WHAT TO DO |
Gather all lines in the records below that include the word "Parkway".

MATERIAL SUPPLIED |
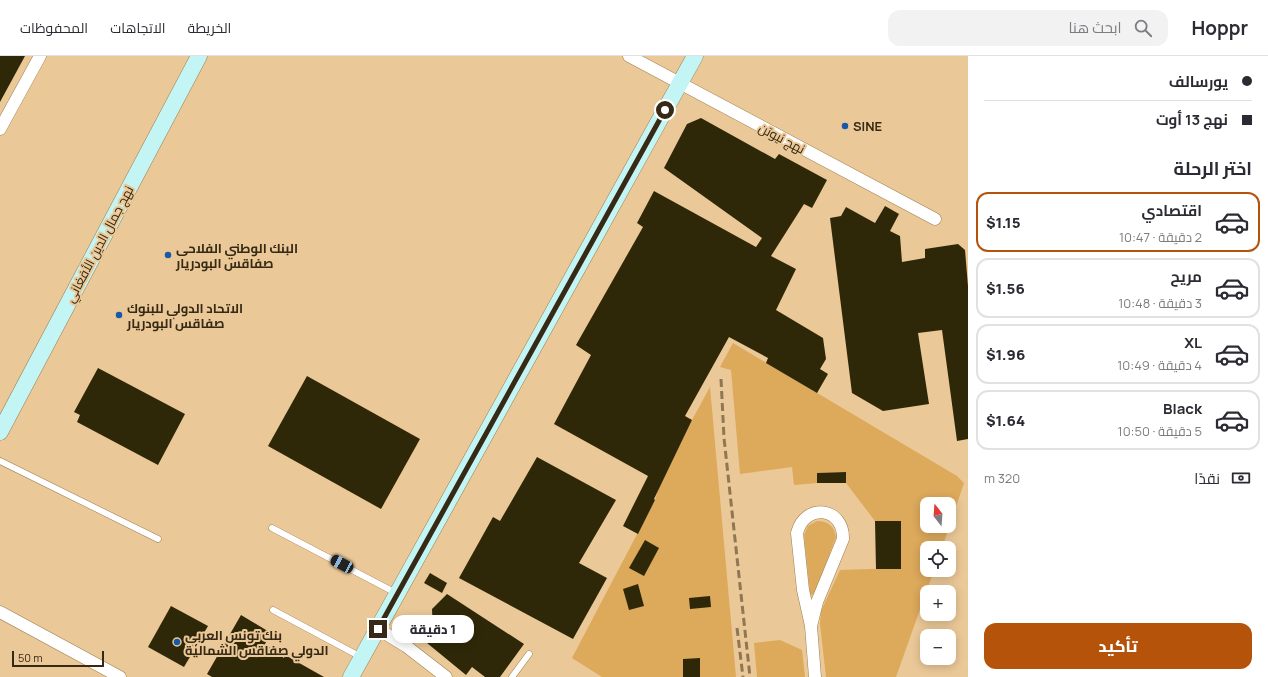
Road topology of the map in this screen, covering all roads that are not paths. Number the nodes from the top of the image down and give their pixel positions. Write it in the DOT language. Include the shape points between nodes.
graph roads {
  1 [pos="40,56"];
  2 [pos="199,56"];
  3 [pos="630,56"];
  4 [pos="695,56"];
  5 [pos="680,83"];
  6 [pos="0,129"];
  7 [pos="935,219"];
  8 [pos="0,432"];
  9 [pos="0,461"];
  10 [pos="272,528"];
  11 [pos="158,539"];
  12 [pos="397,594"];
  13 [pos="273,610"];
  14 [pos="0,612"];
  15 [pos="811,626"];
  16 [pos="378,629"];
  17 [pos="529,654"];
  18 [pos="362,658"];
  19 [pos="120,677"];
  20 [pos="351,677"];
  21 [pos="446,677"];
  22 [pos="512,677"];
  23 [pos="816,677"];
  1 -- 6 [label="street"];
  2 -- 8 [label="main road, نهج جمال الدين الأفغاني"];
  3 -- 5 [label="street, نهج نيوتن"];
  4 -- 5 [label="main road"];
  5 -- 7 [label="street, نهج نيوتن"];
  5 -- 12 [label="main road"];
  9 -- 11 [label="lane"];
  10 -- 12 [label="lane"];
  12 -- 16 [label="main road"];
  13 -- 18 [label="lane"];
  14 -- 19 [label="street"];
  15 -- 15 [label="street" via="817,602 843,539 841,524 836,518 823,512 808,515 797,533 803,590"];
  15 -- 23 [label="street"];
  16 -- 18 [label="main road"];
  16 -- 21 [label="street" via="406,646"];
  17 -- 22 [label="lane"];
  18 -- 20 [label="main road"];
}
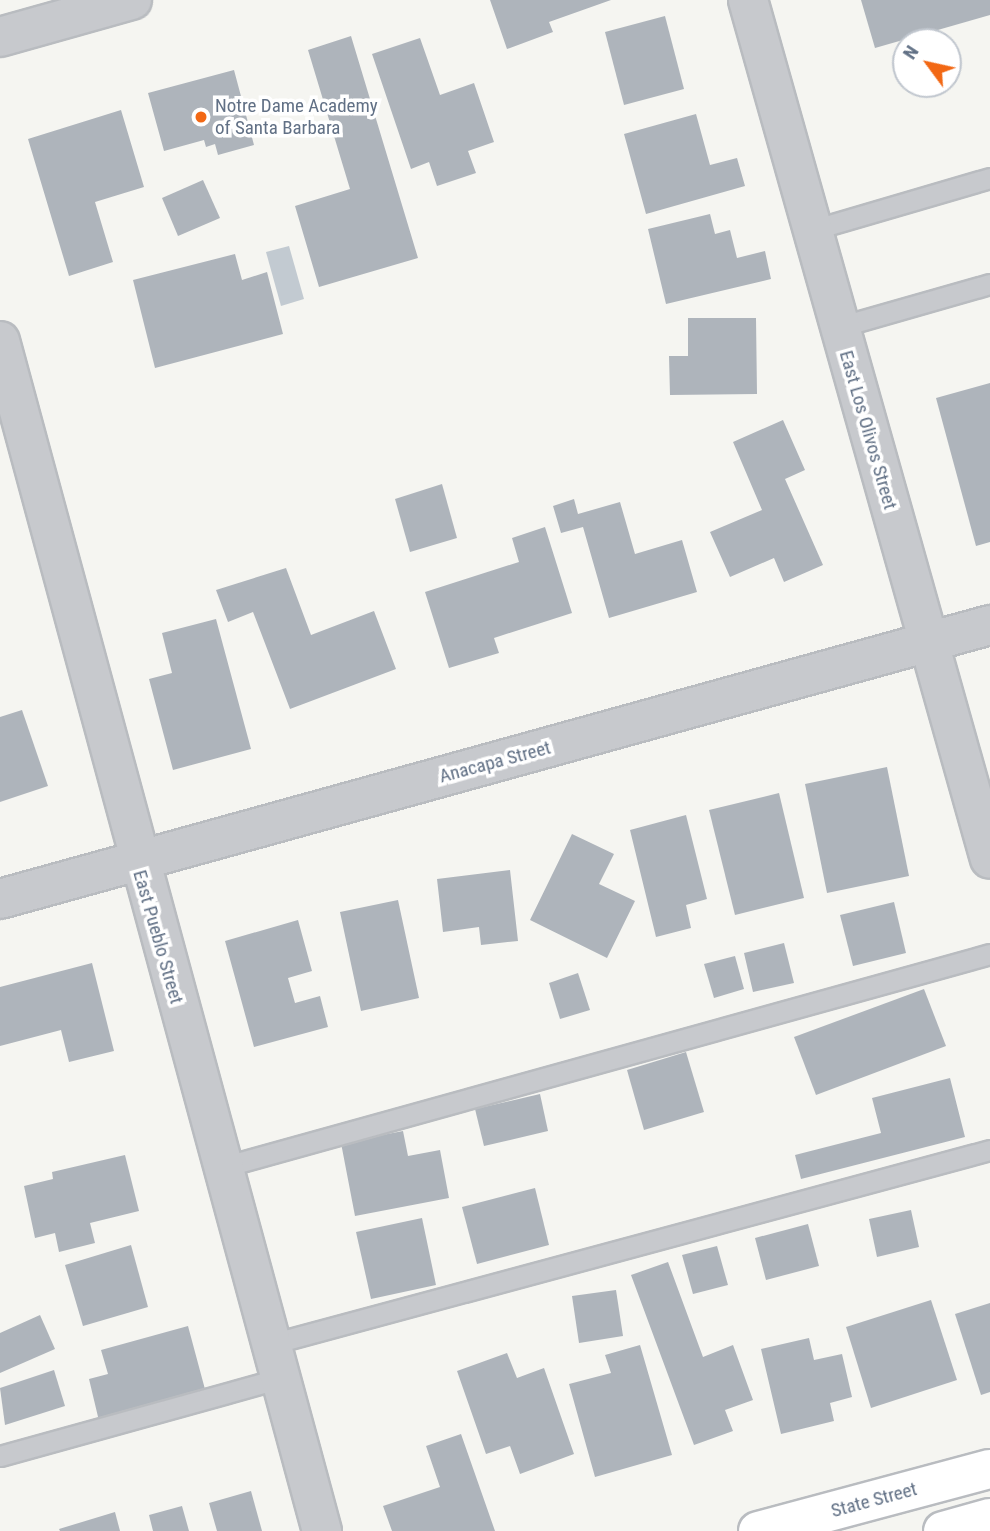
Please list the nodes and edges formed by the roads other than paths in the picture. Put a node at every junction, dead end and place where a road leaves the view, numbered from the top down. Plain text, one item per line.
1 (131, 0) edge
2 (748, 0) edge
3 (0, 37) edge
4 (990, 178) edge
5 (812, 230) junction
6 (990, 284) edge
7 (839, 327) junction
8 (0, 341) edge
9 (990, 625) edge
10 (927, 643) junction
11 (990, 859) edge
12 (137, 860) junction
13 (0, 899) edge
14 (990, 954) edge
15 (990, 1150) edge
16 (223, 1167) junction
17 (276, 1361) junction
18 (0, 1456) edge
19 (990, 1469) edge
20 (990, 1518) edge
21 (322, 1531) edge
22 (758, 1531) edge
23 (943, 1531) edge

1 - 3 street
2 - 5 street, East Los Olivos Street
4 - 5 lane
5 - 7 street, East Los Olivos Street
6 - 7 lane
7 - 10 street, East Los Olivos Street
8 - 12 street, East Pueblo Street
9 - 10 street, Anacapa Street
10 - 11 street, East Los Olivos Street
10 - 12 street, Anacapa Street
12 - 13 street, Anacapa Street
12 - 16 street, East Pueblo Street
14 - 16 lane
15 - 17 lane
16 - 17 street, East Pueblo Street
17 - 18 lane
17 - 21 street, East Pueblo Street
19 - 22 main road, State Street
20 - 23 main road

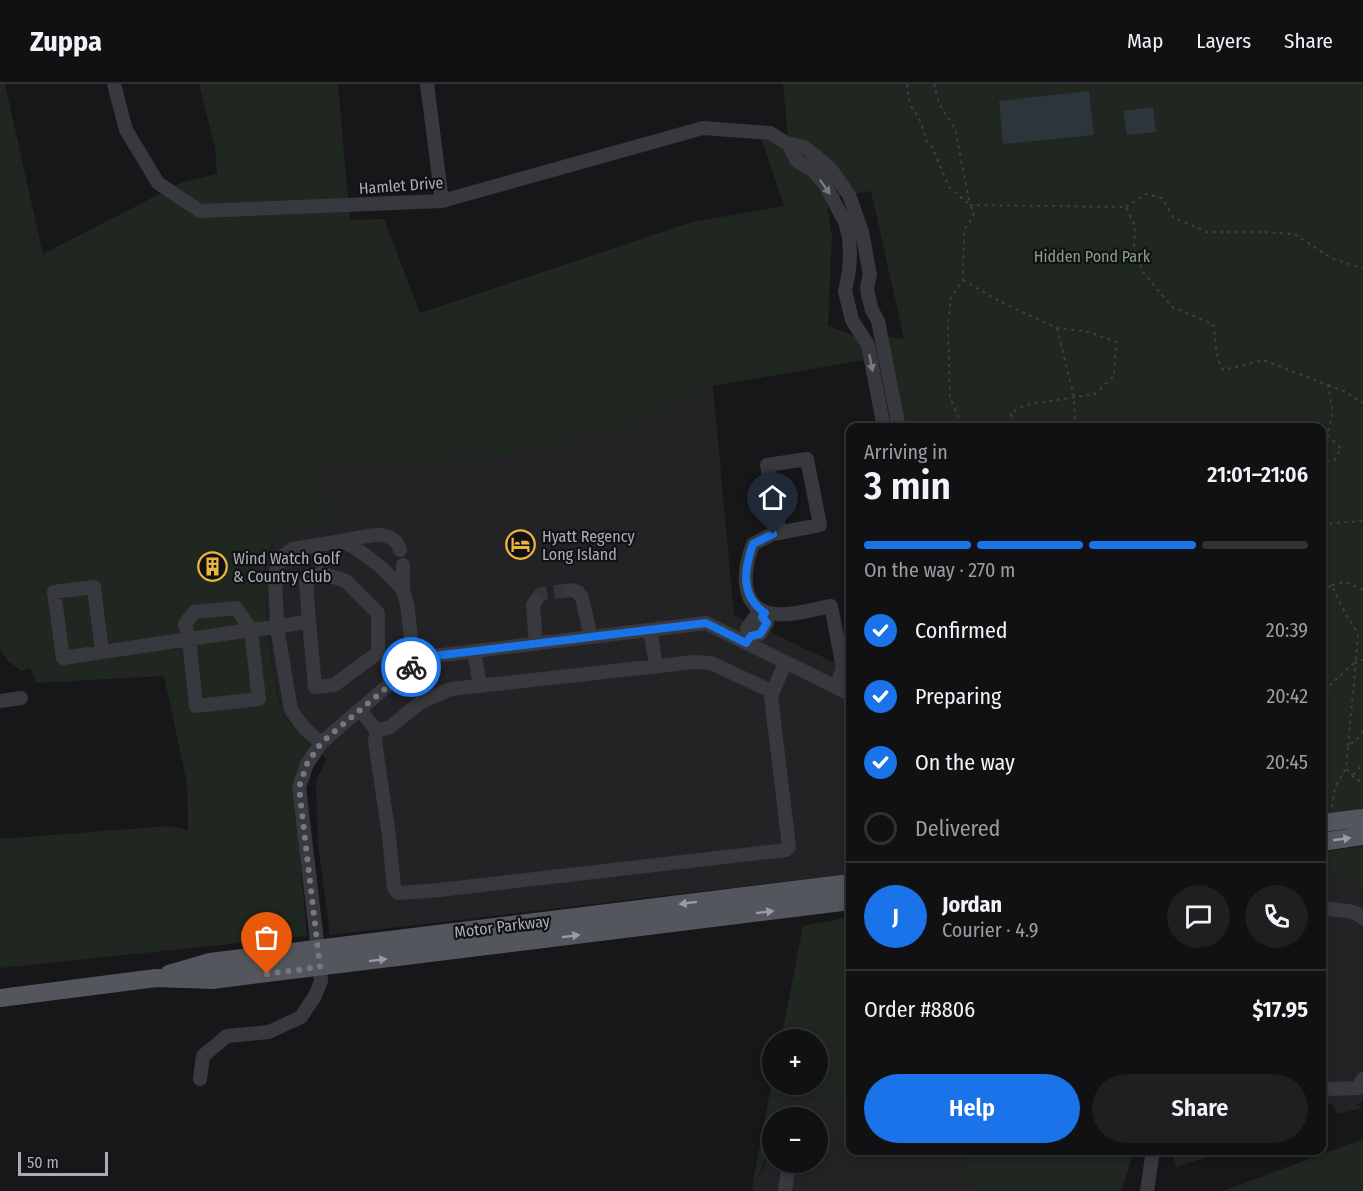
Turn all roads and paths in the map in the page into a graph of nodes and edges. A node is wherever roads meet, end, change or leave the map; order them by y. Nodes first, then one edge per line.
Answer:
1 (114, 84) edge
2 (427, 84) edge
3 (907, 84) edge
4 (935, 84) edge
5 (788, 144) junction
6 (442, 201) junction
7 (970, 205) junction
8 (1126, 207) junction
9 (1363, 268) edge
10 (848, 275) junction
11 (870, 275) junction
12 (963, 280) junction
13 (878, 321) junction
14 (856, 326) junction
15 (1057, 328) junction
16 (1328, 385) junction
17 (1074, 397) junction
18 (1363, 403) edge
19 (883, 423) edge
20 (898, 423) edge
21 (959, 423) edge
22 (1011, 423) edge
23 (1075, 423) edge
24 (1326, 461) edge
25 (1363, 522) edge
26 (1326, 524) edge
27 (780, 533) junction
28 (342, 541) junction
29 (400, 550) dead end
30 (403, 565) dead end
31 (1332, 585) junction
32 (1326, 589) edge
33 (403, 590) junction
34 (571, 590) dead end
35 (1363, 590) edge
36 (536, 600) dead end
37 (764, 615) junction
38 (309, 621) junction
39 (278, 627) junction
40 (251, 630) junction
41 (650, 630) junction
42 (591, 637) junction
43 (189, 639) junction
44 (748, 640) junction
45 (536, 644) junction
46 (102, 651) junction
47 (474, 651) junction
48 (1363, 660) edge
49 (1356, 661) junction
50 (414, 663) junction
51 (785, 663) junction
52 (656, 666) junction
53 (480, 685) junction
54 (836, 687) junction
55 (771, 692) junction
56 (846, 692) edge
57 (1326, 693) edge
58 (21, 698) dead end
59 (0, 701) edge
60 (360, 710) junction
61 (377, 731) junction
62 (1363, 731) edge
63 (321, 743) junction
64 (1348, 746) junction
65 (1363, 764) edge
66 (1346, 768) junction
67 (1352, 776) junction
68 (1363, 783) edge
69 (1327, 817) edge
70 (1363, 819) edge
71 (1363, 836) edge
72 (1326, 841) edge
73 (846, 883) edge
74 (846, 902) edge
75 (1326, 908) edge
76 (1363, 918) edge
77 (318, 948) junction
78 (320, 967) junction
79 (156, 978) junction
80 (0, 998) edge
81 (200, 1079) dead end
82 (1363, 1079) edge
83 (1326, 1088) edge
84 (1152, 1155) edge
85 (787, 1173) edge
86 (785, 1191) edge
87 (1147, 1191) edge

1 - 6 street, Hamlet Drive
2 - 6 street
3 - 7 path
4 - 7 path
5 - 6 street, Hamlet Drive
5 -> 10 street, Hamlet Drive
5 - 11 street, Hamlet Drive
7 - 8 path
7 - 12 path
8 - 9 path
8 - 16 path
10 - 11 street
10 - 14 street, Hamlet Drive
11 - 13 street, Hamlet Drive
12 - 15 path
12 - 21 path
13 - 14 street
13 - 20 street, Hamlet Drive
14 -> 19 street, Hamlet Drive
15 - 17 path
15 - 17 path
16 - 18 path
16 - 24 path
17 - 22 path
17 - 23 path
25 - 26 path
27 - 27 street
27 - 37 street
28 - 29 street
28 - 33 street
28 - 39 street
30 - 33 street
31 - 32 path
31 - 35 path
31 - 49 path
33 - 50 street
34 - 42 street
36 - 45 street
37 - 44 street
37 - 54 street
38 - 38 street
38 - 39 street
39 - 40 street
39 - 63 street
40 - 43 street
40 - 43 street
40 - 43 street
41 - 42 street
41 - 44 street
41 - 52 street
42 - 45 street
43 - 46 street
44 - 51 street
45 - 47 street
46 - 46 street
47 - 50 street
47 - 53 street
48 - 49 path
49 - 57 path
49 - 64 path
50 - 60 street
51 - 54 street
51 - 55 street
52 - 53 street
52 - 55 street
53 - 61 street
54 - 56 street
55 - 61 street
58 - 59 street
60 - 61 street
60 - 63 street
62 - 64 path
63 - 77 street
64 - 66 path
65 - 67 path
66 - 67 path
66 - 69 path
67 - 68 path
69 - 70 main road
72 -> 71 main road
73 -> 77 main road, Motor Parkway
78 -> 74 main road, Motor Parkway
75 - 76 street
77 - 78 street
77 - 79 main road, Motor Parkway
78 - 79 main road, Motor Parkway
78 - 81 street
79 - 80 main road, Motor Parkway
82 - 83 street
84 - 87 street
85 - 86 street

ANSWER |
73 -> 77 main road, Motor Parkway
78 -> 74 main road, Motor Parkway
77 - 79 main road, Motor Parkway
78 - 79 main road, Motor Parkway
79 - 80 main road, Motor Parkway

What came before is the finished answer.